Equality of opportunity vs. the equality of outcome: Liberal Democracy vs. Marxism
American dream stresses the equality of opportunity. Marx and his followers pointed out that not only the equality of opportunity does not mean the equality of outcome, but it is impossible to achieve the equality of outcome within a political/social system that stresses equality of opportunity (i.e., in the context of Liberal Democracy, which states the equality of individual rights). E.g., this is how Lenin describes it in his book The Proletarian Revolution and the Renegade Kautsky:

There can be no equality between the exploiters—who for many generations have been better off because of their education, conditions of wealthy life, and habits—and the exploited, the majority of whom even in the most advanced and most democratic bourgeois republics are downtrodden, backward, ignorant, intimidated and disunited. For a long time after the revolution the exploiters inevitably continue to retain a number of great practical advantages: they still have money (since it is impossible to abolish money all at once); some movable property—often fairly considerable; they still have various connections, habits of organisation and management; knowledge of all the “secrets” (customs, methods, means and possibilities) of management; superior education; close connections with the higher technical personnel (who live and think like the bourgeoisie); incomparably greater experience in the art of war (this is very important), and so on and so forth.

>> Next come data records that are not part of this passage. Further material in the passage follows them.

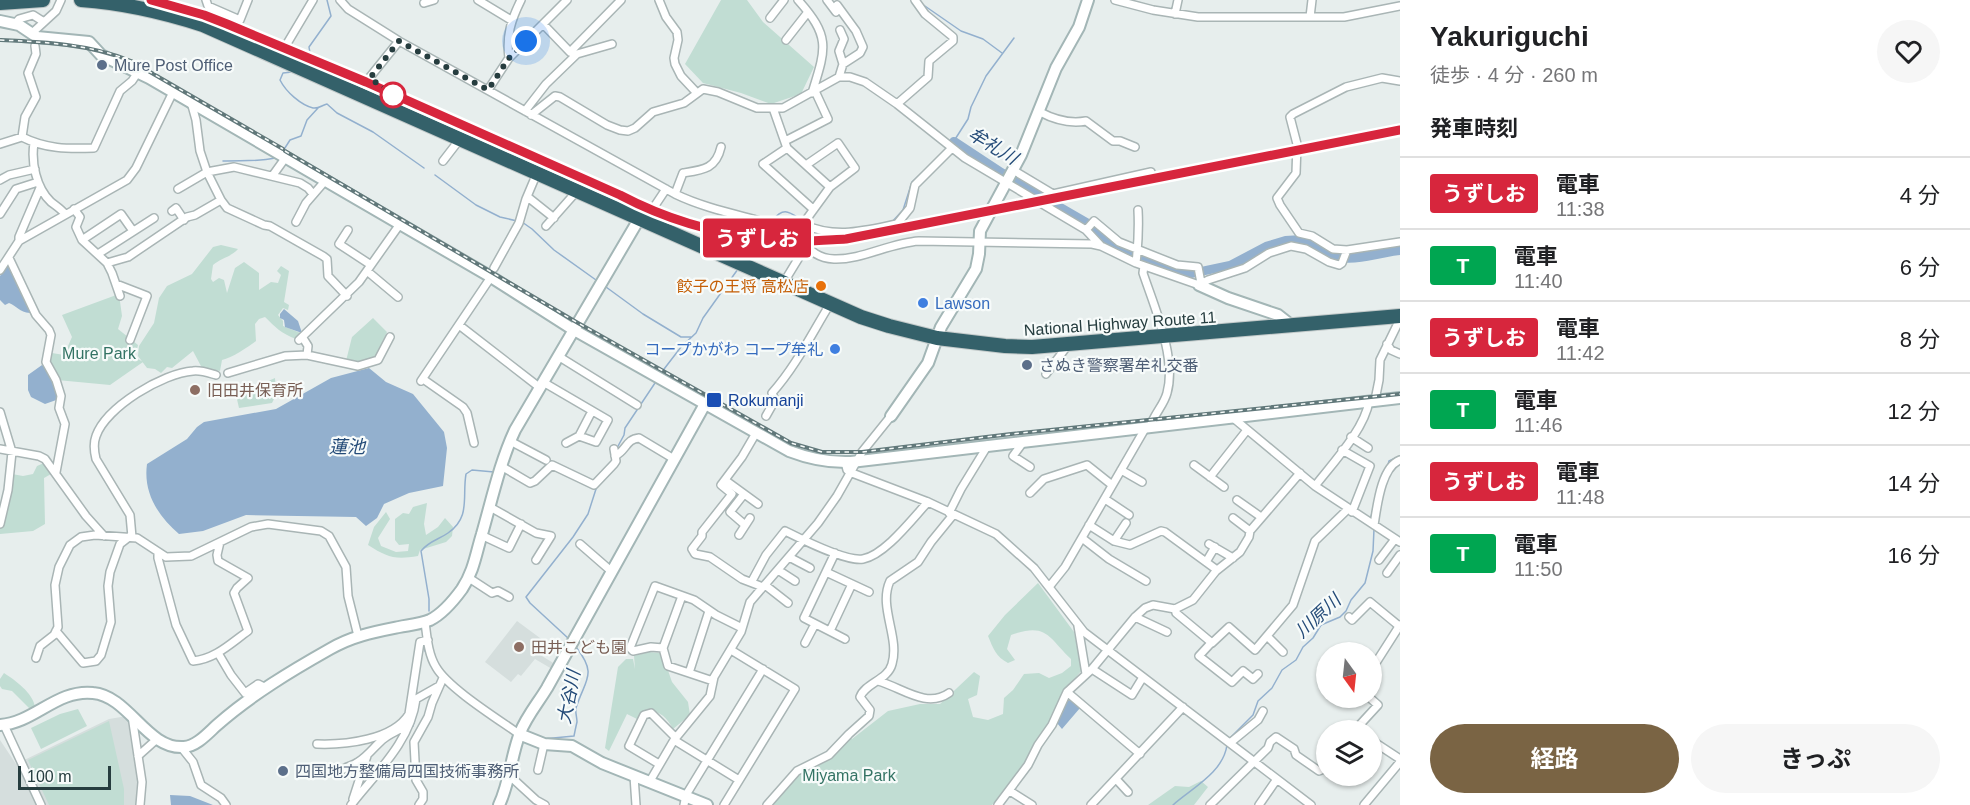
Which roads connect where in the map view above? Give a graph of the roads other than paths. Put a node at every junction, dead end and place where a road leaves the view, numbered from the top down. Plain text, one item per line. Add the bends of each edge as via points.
1 (43, 0) edge
2 (61, 0) edge
3 (81, 0) edge
4 (206, 0) edge
5 (248, 0) edge
6 (313, 0) edge
7 (340, 0) edge
8 (434, 0) edge
9 (478, 0) edge
10 (520, 0) edge
11 (567, 0) edge
12 (621, 0) edge
13 (659, 0) edge
14 (784, 0) edge
15 (798, 0) edge
16 (827, 0) edge
17 (915, 0) edge
18 (1088, 0) edge
19 (1115, 0) edge
20 (1154, 0) edge
21 (1178, 0) edge
22 (1312, 0) edge
23 (0, 3) edge
24 (424, 3) dead end
25 (837, 5) dead end
26 (1400, 6) edge
27 (1153, 10) junction
28 (808, 12) junction
29 (1175, 14) junction
30 (1310, 17) junction
31 (770, 18) dead end
32 (511, 20) junction
33 (0, 21) edge
34 (44, 22) junction
35 (15, 24) junction
36 (543, 24) junction
37 (840, 30) dead end
38 (856, 31) junction
39 (32, 34) junction
40 (786, 40) dead end
41 (399, 41) junction
42 (288, 42) dead end
43 (612, 44) dead end
44 (35, 46) dead end
45 (509, 58) junction
46 (843, 64) junction
47 (138, 72) junction
48 (839, 77) junction
49 (1400, 81) edge
50 (488, 90) junction
51 (173, 92) junction
52 (696, 92) junction
53 (814, 92) junction
54 (360, 94) junction
55 (191, 102) junction
56 (897, 104) junction
57 (773, 108) junction
58 (1040, 112) junction
59 (528, 113) junction
60 (22, 137) junction
61 (460, 139) junction
62 (34, 143) junction
63 (0, 144) edge
64 (786, 145) junction
65 (721, 147) dead end
66 (1135, 147) dead end
67 (952, 148) junction
68 (286, 158) junction
69 (443, 161) dead end
70 (806, 165) junction
71 (35, 169) junction
72 (1013, 171) junction
73 (207, 172) junction
74 (1151, 172) dead end
75 (537, 173) junction
76 (273, 175) junction
77 (0, 180) edge
78 (326, 181) junction
79 (1007, 183) junction
80 (39, 185) junction
81 (830, 187) junction
82 (178, 189) dead end
83 (666, 189) junction
84 (577, 191) junction
85 (313, 194) junction
86 (675, 194) junction
87 (529, 198) dead end
88 (221, 200) junction
89 (654, 207) dead end
90 (74, 209) junction
91 (813, 209) junction
92 (1138, 210) dead end
93 (172, 211) dead end
94 (0, 214) edge
95 (65, 214) junction
96 (154, 218) dead end
97 (554, 218) junction
98 (639, 219) junction
99 (184, 220) junction
100 (296, 222) dead end
101 (803, 222) junction
102 (400, 224) junction
103 (546, 226) dead end
104 (348, 230) dead end
105 (1087, 230) junction
106 (133, 231) junction
107 (795, 235) junction
108 (82, 240) junction
109 (19, 241) junction
110 (1400, 242) edge
111 (978, 243) junction
112 (806, 246) junction
113 (1101, 246) junction
114 (1136, 249) junction
115 (1347, 252) junction
116 (98, 254) junction
117 (9, 258) junction
118 (107, 263) junction
119 (1139, 263) junction
120 (369, 268) junction
121 (0, 270) edge
122 (492, 273) junction
123 (1200, 281) junction
124 (784, 282) junction
125 (116, 284) junction
126 (120, 296) dead end
127 (346, 296) junction
128 (398, 297) dead end
129 (830, 304) junction
130 (1400, 318) edge
131 (459, 325) junction
132 (1292, 326) junction
133 (574, 330) junction
134 (1163, 336) junction
135 (390, 337) dead end
136 (937, 338) junction
137 (130, 340) dead end
138 (1386, 344) junction
139 (1068, 345) junction
140 (1400, 354) edge
141 (307, 355) junction
142 (558, 356) junction
143 (228, 373) dead end
144 (1046, 374) dead end
145 (216, 375) dead end
146 (541, 384) junction
147 (1400, 398) edge
148 (1372, 401) junction
149 (705, 404) junction
150 (637, 405) dead end
151 (592, 411) junction
152 (0, 412) edge
153 (766, 416) dead end
154 (891, 416) joint
155 (1232, 417) junction
156 (1148, 427) junction
157 (1247, 430) junction
158 (756, 433) junction
159 (579, 436) junction
160 (1351, 437) junction
161 (510, 441) junction
162 (1024, 441) junction
163 (474, 443) dead end
164 (566, 443) dead end
165 (988, 445) junction
166 (1368, 448) dead end
167 (0, 450) edge
168 (1342, 450) junction
169 (12, 452) junction
170 (674, 459) junction
171 (546, 460) dead end
172 (1400, 460) edge
173 (857, 461) junction
174 (845, 462) junction
175 (1194, 465) dead end
176 (501, 466) junction
177 (1030, 467) dead end
178 (1121, 470) junction
179 (56, 472) junction
180 (851, 473) junction
181 (1300, 473) junction
182 (1210, 477) junction
183 (725, 480) junction
184 (1142, 483) dead end
185 (1112, 485) junction
186 (1315, 486) junction
187 (1224, 487) dead end
188 (1030, 493) dead end
189 (744, 494) junction
190 (1104, 499) junction
191 (1237, 500) dead end
192 (928, 502) junction
193 (758, 504) dead end
194 (490, 507) junction
195 (1350, 510) junction
196 (951, 514) junction
197 (1129, 514) dead end
198 (1261, 517) junction
199 (1233, 518) dead end
200 (1126, 523) dead end
201 (0, 524) edge
202 (521, 524) junction
203 (1089, 525) junction
204 (1374, 525) junction
205 (1250, 531) junction
206 (481, 535) junction
207 (738, 535) dead end
208 (104, 536) junction
209 (130, 537) junction
210 (1082, 538) junction
211 (1397, 540) edge
212 (804, 541) junction
213 (1114, 541) junction
214 (220, 542) junction
215 (580, 544) dead end
216 (158, 552) junction
217 (835, 553) junction
218 (1400, 555) edge
219 (789, 558) junction
220 (1233, 558) junction
221 (536, 560) dead end
222 (1379, 560) dead end
223 (1206, 562) junction
224 (810, 568) dead end
225 (778, 570) junction
226 (1217, 570) junction
227 (611, 572) junction
228 (826, 572) junction
229 (1387, 573) dead end
230 (469, 578) junction
231 (752, 581) junction
232 (795, 581) dead end
233 (1146, 581) dead end
234 (852, 584) junction
235 (764, 586) junction
236 (1049, 587) junction
237 (869, 592) dead end
238 (682, 596) junction
239 (509, 597) dead end
240 (788, 603) dead end
241 (1175, 609) junction
242 (709, 611) junction
243 (1135, 617) junction
244 (1349, 617) dead end
245 (425, 622) junction
246 (815, 624) junction
247 (1400, 625) edge
248 (1078, 626) junction
249 (742, 628) junction
250 (56, 631) junction
251 (830, 631) junction
252 (1167, 632) dead end
253 (358, 636) junction
254 (1268, 637) junction
255 (845, 639) dead end
256 (428, 640) junction
257 (805, 642) dead end
258 (1211, 643) junction
259 (663, 648) junction
260 (731, 650) junction
261 (1108, 650) junction
262 (1283, 652) dead end
263 (218, 653) junction
264 (1382, 653) edge
265 (36, 658) dead end
266 (763, 669) junction
267 (1089, 672) junction
268 (689, 673) junction
269 (1258, 674) dead end
270 (1143, 677) junction
271 (443, 678) junction
272 (713, 681) junction
273 (878, 681) junction
274 (439, 686) junction
275 (266, 688) junction
276 (1067, 692) junction
277 (949, 693) dead end
278 (414, 699) junction
279 (1183, 707) junction
280 (1375, 708) edge
281 (1263, 711) dead end
282 (132, 716) junction
283 (412, 720) junction
284 (1364, 720) edge
285 (2, 725) edge
286 (523, 736) junction
287 (157, 739) junction
288 (675, 739) junction
289 (542, 743) junction
290 (1230, 743) junction
291 (317, 744) dead end
292 (181, 747) junction
293 (1382, 748) edge
294 (1140, 754) junction
295 (138, 756) junction
296 (367, 756) junction
297 (707, 760) junction
298 (1400, 760) edge
299 (1254, 762) junction
300 (660, 764) junction
301 (1316, 769) edge
302 (342, 770) dead end
303 (538, 770) dead end
304 (510, 776) junction
305 (634, 776) junction
306 (1116, 779) junction
307 (1277, 779) junction
308 (739, 780) junction
309 (650, 781) junction
310 (1010, 791) junction
311 (1128, 792) dead end
312 (685, 800) edge
313 (352, 804) edge
314 (41, 805) edge
315 (140, 805) edge
316 (226, 805) edge
317 (419, 805) edge
318 (499, 805) edge
319 (545, 805) edge
320 (636, 805) edge
321 (707, 805) edge
322 (724, 805) edge
323 (767, 805) edge
324 (998, 805) edge
325 (1032, 805) edge
326 (1091, 805) edge
327 (1209, 805) edge
328 (1259, 805) edge
329 (1311, 805) edge
330 (1364, 805) edge

1 - 23 highway
2 - 34 street
3 - 54 highway, National Highway Route 11 via 130,5 194,22
4 - 5 street via 208,6 240,20
6 - 42 street
7 - 41 street
8 - 24 street
9 - 32 street
10 - 32 street
11 - 36 street
12 - 36 street via 570,52
13 - 52 street via 677,32 675,64
14 - 31 street
15 - 28 street
16 - 38 street
17 - 56 street via 953,41 929,61 928,77
18 - 58 street
19 - 27 street
20 - 27 street
21 - 29 street
22 - 30 street
25 - 38 street
26 - 30 street via 1344,17
27 - 29 street
28 - 40 street
28 - 53 street via 822,34 824,47
29 - 30 street
32 - 45 street
33 - 35 street
34 - 35 street via 33,15
34 - 39 street
35 - 39 street
36 - 45 street
37 - 46 street via 844,39 839,51
38 - 46 street via 863,47
39 - 47 street via 88,42 101,55
41 - 50 street
41 - 54 street
43 - 59 street via 577,54 546,84
44 - 60 street via 28,73 36,97 25,117
45 - 50 street
46 - 48 street
47 - 51 street
47 - 62 street via 120,91 94,148 55,148
48 - 53 street
48 - 56 street via 865,82
49 - 115 street via 1382,78 1346,87 1290,117 1297,144 1296,173 1277,198 1299,233
50 - 59 street
51 - 55 street
51 - 90 street via 127,180
52 - 57 street via 718,92 757,108
52 - 59 street via 684,103 653,112 628,131 607,125 555,96
53 - 57 street via 783,108
53 - 64 street via 828,119
54 - 61 highway, National Highway Route 11
55 - 68 street
55 - 73 street
56 - 67 street
57 - 64 street
58 - 66 street via 1053,120 1086,121 1113,141
58 - 72 street
59 - 83 street
60 - 62 street
60 - 63 street
61 - 69 street
61 - 75 highway, National Highway Route 11
62 - 71 street
64 - 70 street
64 - 91 street via 763,164
65 - 86 street via 709,167 683,173
67 - 79 street
67 - 101 street via 915,185 910,208 897,224 850,234 821,231
68 - 76 street
68 - 78 street
70 - 81 street
70 - 81 street via 838,143 855,168
71 - 77 street
71 - 80 street
72 - 74 street via 1053,194
72 - 79 street
73 - 76 street via 234,167
73 - 82 street
73 - 88 street
75 - 84 highway, National Highway Route 11
75 - 122 street via 520,221
76 - 85 street via 300,183
78 - 85 street
78 - 102 street
79 - 105 street
79 - 111 street via 980,231
80 - 94 street via 16,189
80 - 95 street
80 - 109 street
81 - 91 street
83 - 86 street
83 - 89 street
84 - 97 street
84 - 98 highway, National Highway Route 11
85 - 100 street
86 - 107 street
87 - 97 street
88 - 99 street
88 - 127 street via 227,208 270,226 323,256 328,276
90 - 95 street
90 - 108 street via 80,217 76,227
91 - 101 street
92 - 114 street
93 - 99 street via 176,208
95 - 109 street
96 - 106 street
97 - 103 street
98 - 124 highway, National Highway Route 11
98 - 133 street
99 - 118 street via 128,257
101 - 107 street
102 - 120 street
102 - 122 street
104 - 120 street via 339,244
105 - 113 street
105 - 114 street via 1094,221 1111,237
106 - 108 street via 121,214
106 - 116 street
107 - 112 street
108 - 116 street
109 - 117 street
110 - 115 street
111 - 112 street via 906,242 833,259
111 - 113 street
111 - 136 street via 975,269
112 - 124 street
113 - 119 street
114 - 119 street
114 - 123 street via 1177,265 1198,267
115 - 123 street via 1339,265 1291,246 1269,253 1245,268
116 - 118 street
117 - 121 street
117 - 179 street via 36,315 51,335 46,362 56,380 61,396 59,408 66,424
118 - 125 street
119 - 123 street
119 - 134 street
120 - 127 street
120 - 128 street
122 - 131 street
122 - 133 street
123 - 132 street via 1228,298 1278,315
124 - 129 highway, National Highway Route 11
125 - 126 street
125 - 137 street via 147,296
127 - 141 street via 301,339 308,346
129 - 136 highway, National Highway Route 11 via 889,326
129 - 153 street via 803,353 772,393 775,400
130 - 132 highway, National Highway Route 11
130 - 138 street
131 - 146 street
131 - 163 street via 422,380 463,407
132 - 134 highway, National Highway Route 11
133 - 142 street
133 - 149 street
134 - 139 highway, National Highway Route 11
134 - 156 street via 1168,386
135 - 141 street via 378,360 358,366
136 - 139 highway, National Highway Route 11 via 1005,346
136 - 154 street via 924,369
138 - 140 street
138 - 148 street
139 - 144 street
141 - 143 street via 268,360
142 - 146 street
142 - 150 street
145 - 209 street via 193,371 151,383 108,418 96,435 96,459 130,515
146 - 151 street
146 - 161 street
147 - 148 street
148 - 155 street
148 - 160 street
149 - 158 street
149 - 170 street
151 - 159 street
151 - 159 street via 608,420 596,442
152 - 169 street
154 - 173 street
155 - 156 street
155 - 157 street
156 - 162 street
156 - 178 street
157 - 181 street
157 - 182 street
158 - 174 street via 809,459
158 - 183 street
159 - 164 street
160 - 166 street
160 - 168 street
161 - 171 street
161 - 176 street
162 - 165 street
162 - 177 street via 1013,456
165 - 173 street
165 - 196 street via 961,489
167 - 169 street
168 - 186 street
168 - 195 street via 1370,466
169 - 179 street via 39,456
169 - 201 street
170 - 176 street via 639,438 629,441 619,454 614,452 614,464 594,485 552,465 530,483
170 - 227 street
172 - 204 street via 1391,465 1380,490
173 - 174 street
173 - 180 street
174 - 180 street
175 - 182 street
176 - 194 street
178 - 184 street
178 - 185 street
179 - 208 street
180 - 192 street
180 - 212 street
181 - 186 street
181 - 198 street
182 - 187 street
183 - 189 street
183 - 231 street via 721,485 732,494 693,549 695,554 710,557 742,579
185 - 188 street via 1087,465 1044,479
185 - 190 street
186 - 195 street
189 - 193 street
189 - 207 street via 730,512 748,521
190 - 197 street
190 - 203 street
191 - 198 street
192 - 196 street
192 - 217 street via 878,553 862,559
194 - 202 street
194 - 206 street
195 - 204 street
195 - 254 street via 1315,541 1293,605
196 - 236 street via 996,534
196 - 273 street via 918,562 888,585 887,604 895,647 892,666
198 - 205 street
199 - 205 street
200 - 213 street
202 - 206 street via 509,548
202 - 221 street via 551,536
203 - 210 street
203 - 213 street
204 - 211 street
205 - 220 street
206 - 230 street
208 - 209 street
208 - 250 street via 81,537 70,545 55,585
209 - 216 street
209 - 250 street via 120,544 110,572 111,622 101,655 96,661 83,663
210 - 233 street
210 - 236 street
211 - 222 street
212 - 217 street
212 - 219 street
212 - 231 street via 785,531
213 - 223 street via 1130,545 1161,531
214 - 216 street via 181,558
214 - 253 street via 251,527 268,524 321,531 329,537 346,567
214 - 263 street via 218,561 248,578 234,593 248,631
215 - 227 street
216 - 263 street via 176,626 189,654 193,660
217 - 228 street
218 - 229 street
219 - 224 street
219 - 225 street
220 - 223 street via 1212,545
220 - 226 street
223 - 226 street
225 - 232 street
225 - 235 street
226 - 241 street via 1193,600
227 - 286 street
228 - 234 street
228 - 246 street via 804,618
230 - 239 street via 492,593 498,591
230 - 245 street via 447,607
231 - 235 street
234 - 237 street
234 - 251 street
235 - 240 street
235 - 249 street via 750,602
236 - 248 street
238 - 242 street
238 - 259 street
238 - 259 street via 655,586 630,648
241 - 243 street via 1153,605
241 - 258 street
242 - 249 street
242 - 268 street
243 - 252 street
243 - 261 street
244 - 247 street via 1352,620 1370,602
245 - 253 street
245 - 256 street
246 - 251 street
246 - 257 street
247 - 264 street
248 - 261 street
248 - 267 street
249 - 260 street
250 - 265 street via 40,646
251 - 255 street
253 - 275 street
254 - 258 street via 1255,650 1229,627
254 - 262 street
256 - 271 street
256 - 278 street via 420,642
258 - 269 street via 1199,656 1232,682 1243,671 1252,679
259 - 268 street via 668,666
260 - 266 street
260 - 272 street
261 - 267 street
261 - 270 street
263 - 275 street via 245,693 258,684
266 - 297 street
266 - 308 street via 795,689
267 - 270 street via 1132,695
267 - 276 street
268 - 272 street
270 - 279 street
271 - 274 street
271 - 286 street
272 - 288 street via 710,696
273 - 277 street via 924,699
273 - 323 street via 860,697 870,710 869,716 829,755 797,771
274 - 278 street
274 - 317 street via 414,742 416,780 423,792
275 - 292 street via 201,740
276 - 294 street
276 - 310 street via 1052,725
278 - 283 street
278 - 291 street via 404,722 392,730 358,742
279 - 290 street
279 - 294 street
280 - 284 street
281 - 290 street
282 - 285 street via 103,695 78,693
282 - 287 street
282 - 295 street
283 - 296 street via 384,738
283 - 313 street via 400,744
285 - 314 street
286 - 289 street
286 - 304 street
287 - 292 street
287 - 295 street
288 - 297 street
288 - 300 street
288 - 300 street via 651,713 644,715 629,746
289 - 303 street
289 - 305 street via 572,746
290 - 299 street
292 - 316 street via 193,762 201,785
293 - 298 street
294 - 306 street
295 - 315 street
296 - 302 street
296 - 313 street
297 - 308 street
297 - 312 street
298 - 330 street
299 - 301 street via 1276,737
299 - 307 street
299 - 327 street
300 - 309 street
304 - 318 street
304 - 319 street
305 - 309 street
305 - 320 street
306 - 311 street
306 - 326 street
307 - 328 street
307 - 329 street
308 - 322 street
309 - 312 street
310 - 324 street
310 - 325 street
312 - 321 street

The Marxist solution to this problem is to limit the rights of those who have any advantage - due to their wealth, education, physical strength or beauty, natural intelligence, etc., for the benefit of disadvantages, performing mundane jobs. Practically this was supposed to be achieved via Workers' councils (Soviets in Russian) organized at workplaces. This is the program that the Russian Communists tried to implement in 1917, and which resulted in easy abuses, summarized by Karl Kautsky himself in his book The Dictatorship of the Proletariat, which prompted the above mentioned response by Lenin, swiftly requalifying Kautsky from The Pope of Communism to Renegade (Kautsky was called the Pope of Communism for his work on preparing for publication the unpublished volumes of Das Kapital after Marx' death.) The crowning jewel in the debate between Kautsky and the Russian communists is the follow-up by Trotsky Terrorism and Communism, justifying the Red Terror as the only possible means of achieving equality.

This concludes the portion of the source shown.